You are viewing a plain text version of this content. The canonical link for it is here.
Posted to user@mahout.apache.org by Ahmed Elgohary <aa...@gmail.com> on 2012/09/15 02:03:18 UTC

OutOfMemoryError in MatrixMultiplicationJob

Hi,

I was running mahout MatrixMultiplicationJob on Amazon EMR to multiply two
matrices of sizes (150k x 8.2m) and (100 x 150k ). My cluster consisted of
20 m1.large nodes.
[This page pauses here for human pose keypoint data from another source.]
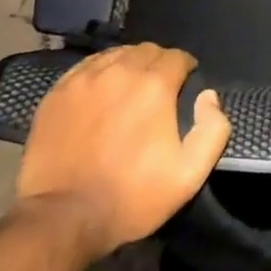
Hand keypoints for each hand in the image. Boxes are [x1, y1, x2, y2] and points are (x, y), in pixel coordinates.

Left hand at [15, 43, 229, 259]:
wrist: (62, 219)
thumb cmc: (131, 197)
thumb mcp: (188, 175)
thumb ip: (213, 130)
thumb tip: (209, 96)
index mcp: (154, 86)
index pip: (177, 57)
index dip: (186, 69)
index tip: (185, 86)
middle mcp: (120, 71)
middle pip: (147, 51)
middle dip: (159, 64)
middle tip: (159, 90)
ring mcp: (83, 80)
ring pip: (116, 55)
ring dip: (129, 65)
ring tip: (129, 89)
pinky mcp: (57, 93)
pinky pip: (86, 67)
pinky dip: (100, 72)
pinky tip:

I am getting an OutOfMemoryError:

Error: java.lang.OutOfMemoryError: Java heap space
	at org.apache.mahout.math.map.OpenIntDoubleHashMap.rehash(OpenIntDoubleHashMap.java:434)
	at org.apache.mahout.math.map.OpenIntDoubleHashMap.put(OpenIntDoubleHashMap.java:387)
	at org.apache.mahout.math.RandomAccessSparseVector.setQuick(RandomAccessSparseVector.java:139)
	at org.apache.mahout.math.AbstractVector.assign(AbstractVector.java:560)
	at org.apache.mahout.math.hadoop.MatrixMultiplicationJob$MatrixMultiplicationReducer.reduce(MatrixMultiplicationJob.java:161)
	at org.apache.mahout.math.hadoop.MatrixMultiplicationJob$MatrixMultiplicationReducer.reduce(MatrixMultiplicationJob.java:147)
	at org.apache.hadoop.mapred.Task$OldCombinerRunner.combine(Task.java:1436)
	at org.apache.hadoop.mapred.ReduceTask$ReduceCopier$InMemFSMergeThread.doInMemMerge(ReduceTask.java:2815)
	at org.apache.hadoop.mapred.ReduceTask$ReduceCopier$InMemFSMergeThread.run(ReduceTask.java:2753)

I increased the heap size of the reducer task JVM up to 4GB. But, that did
not solve the problem.
I am looking for any suggestions to solve that problem.

thanks
--ahmed